Open Source Alternative to kdb?

I often get asked what open source alternatives are there to kdb+. The answer depends on what you are trying to do. IF there was a product XYZ that provided some similar features, whether it can replace kdb depends on a few issues:

>>”What will XYZ bring us that kdb doesn’t?”
Kdb has been tried and tested over many computer/man-years. The KX team have fixed 1000’s of edge cases, optimization issues and OS specific bugs. Any similar system would have to replicate a lot of that work. Possible but it would take time and teams actually using it. It would also require a corporate entity to provide support and bug fixes together with long term guarantees of availability (not a few part-time committers on github). Ontop of that it would need to deliver more value to make it worth switching.

Kdb is both a database and a programming language and it’s that combination which I believe gives kdb it’s unique power:
– There is no open source database that provides the speed kdb provides for the particular queries suited to finance.
– Combining kdb and basing queries on q-sql/ordered lists (rather than set theory for standard sql) means queries require fewer lines of code. I believe this expressiveness combined with longer term use of kdb/q changes how you think and allows easily forming queries which many people couldn’t begin to write in standard sql.
– However as much as I think q is a selling point of kdb, I know many others would disagree. It takes a reasonable period of time to convince someone non-standard SQL is beneficial.

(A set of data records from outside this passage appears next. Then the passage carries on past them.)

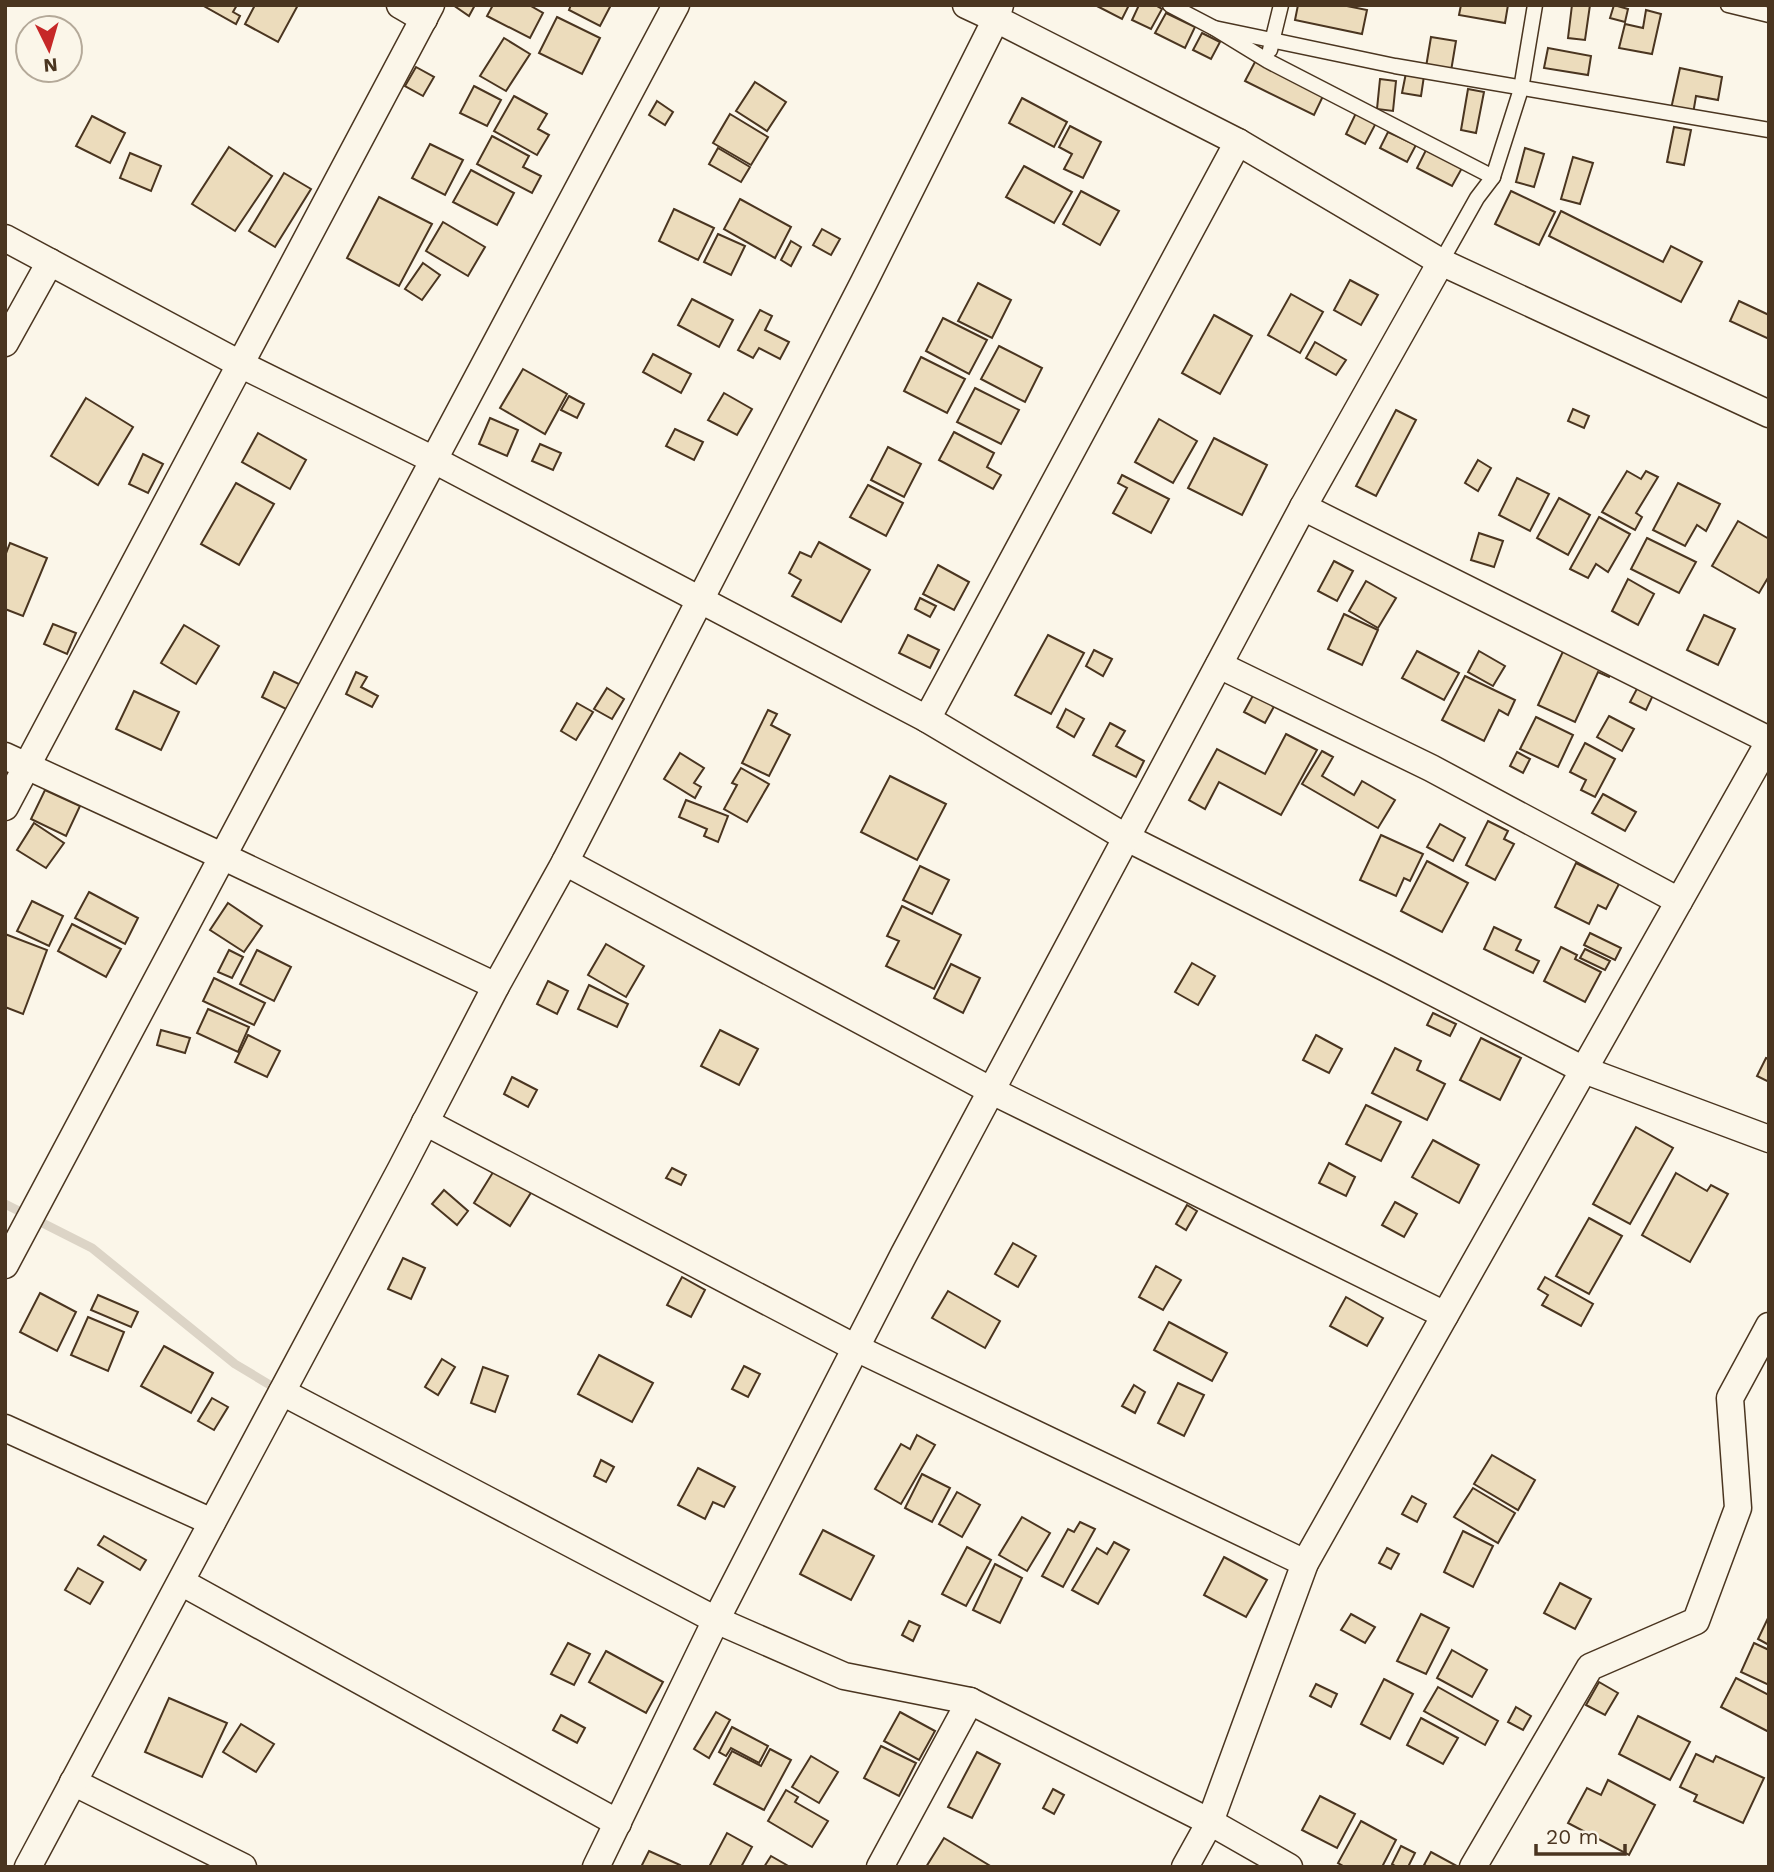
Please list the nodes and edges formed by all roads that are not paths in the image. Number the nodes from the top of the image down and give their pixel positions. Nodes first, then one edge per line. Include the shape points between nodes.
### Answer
1 (400, 5) edge
2 (676, 5) edge
3 (966, 5) edge
4 (1170, 5) edge
5 (1281, 5) edge
6 (1535, 5) edge
7 (1728, 5) edge
8 (428, 12) edge
9 (998, 12) edge
10 (1769, 15) edge
11 (1214, 28) junction
12 (1272, 41) junction
13 (1268, 61) junction
14 (1521, 89) junction
15 (1768, 128) edge
16 (1238, 142) junction
17 (1493, 177) junction
18 (5, 238) edge
19 (50, 262) junction
20 (1441, 262) junction
21 (5, 343) edge
22 (240, 365) junction
23 (1769, 414) edge
24 (434, 460) junction
25 (1303, 506) junction
26 (700, 600) junction
27 (1219, 664) junction
28 (927, 719) junction
29 (1769, 741) edge
30 (16, 761) edge
31 (5, 807) edge
32 (1127, 838) junction
33 (222, 856) junction
34 (565, 862) junction
35 (1679, 901) junction
36 (496, 986) junction
37 (1584, 1070) junction
38 (992, 1091) junction
39 (425, 1122) junction
40 (1769, 1139) edge
41 (5, 1265) edge
42 (1446, 1315) junction
43 (1769, 1326) edge
44 (856, 1348) junction
45 (282, 1392) junction
46 (5, 1428) edge
47 (212, 1522) junction
48 (1305, 1563) junction
49 (181, 1582) junction
50 (716, 1620) junction
51 (970, 1701) junction
52 (73, 1782) junction
53 (1210, 1822) junction
54 (618, 1823) junction
55 (28, 1867) edge
56 (243, 1867) edge
57 (596, 1867) edge
58 (880, 1867) edge
59 (1185, 1867) edge
60 (1289, 1867) edge
61 (1473, 1867) edge

1 - 8 street
2 - 24 street
3 - 9 street
4 - 11 lane
5 - 12 lane
6 - 14 lane
7 - 10 lane
8 - 22 street
9 - 16 street
9 - 26 street
11 - 12 lane
11 - 13 lane
12 - 13 lane
12 - 14 lane
13 - 17 lane
14 - 15 lane
14 - 17 lane
16 - 20 street
16 - 28 street
17 - 20 lane
18 - 19 street
19 - 21 street
19 - 22 street
20 - 23 street
20 - 25 street
22 - 24 street
22 - 30 street
24 - 26 street
24 - 33 street
25 - 27 street
25 - 29 street
26 - 28 street
26 - 34 street
27 - 32 street
27 - 35 street via 1431,768
28 - 32 street
29 - 35 street
30 - 31 street
30 - 33 street
32 - 37 street
32 - 38 street
33 - 36 street
33 - 41 street
34 - 36 street
34 - 38 street
35 - 37 street
36 - 39 street
37 - 40 street
37 - 42 street
38 - 42 street
38 - 44 street
39 - 44 street
39 - 45 street
42 - 48 street
43 - 61 street via 1730,1398 1738,1508 1696,1621 1590,1667
44 - 48 street
44 - 50 street
45 - 47 street
45 - 50 street
46 - 47 street
47 - 49 street
48 - 53 street
49 - 52 street
49 - 54 street
50 - 51 street via 844,1676
50 - 54 street
51 - 53 street
51 - 58 street
52 - 55 street
52 - 56 street
53 - 59 street
53 - 60 street
54 - 57 street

What is your use case? e.g. Example Queries to Consider:

1. Select top N by category
http://stackoverflow.com/questions/176964/select-top-10-records-for-each-category
select n#price by sym from trade

2. Joining Records on nearest date time:
http://www.bigresource.com/MS_SQL-joining-records-by-nearest-datetime-XsKMeH3t.html
aj[`sym`time;select .. from trade where ..;select .. from quote]

3. Queries dependent on order. (eg price change, subtract row from previous)
http://stackoverflow.com/questions/919136/subtracting-one-row-of-data-from-another-in-sql
select price-prev price from trade....

XYZ would need to support these queries well. Why would I chose XYZ instead of Python/R/J/A+?
Existing (some similar languages) that offer a larger existing user base, more libraries and a proven/stable platform. Unless a way is found to leverage existing languages/libraries XYZ will be competiting for attention against kdb and also python/numpy/julia etc.

>>”bring in the cost factor and should XYZ be considered as a big future player?”
For the target market of kdb the cost is often not the most significant factor in the decision. If kdb can answer questions that other platforms can’t or in a much shorter time, it often adds enough value to make the cost irrelevant. In fact many large firms are happy paying a pricey support agreement for free open source software so that they have someone to (blame) call to resolve an issue quickly.

>>”but could XYZ catch up and begin to be trusted by bigger institutions?”
If XYZ started to be able to answer the three example queries shown above at a reasonable speed multiple perhaps but I consider it unlikely. Kdb is entrenched and for its target use case it is currently unbeatable. Some people may have use cases that don’t need the full power of database and language combined or have other important factors (cost,existing expertise). I think those use cases have viable open source solutions.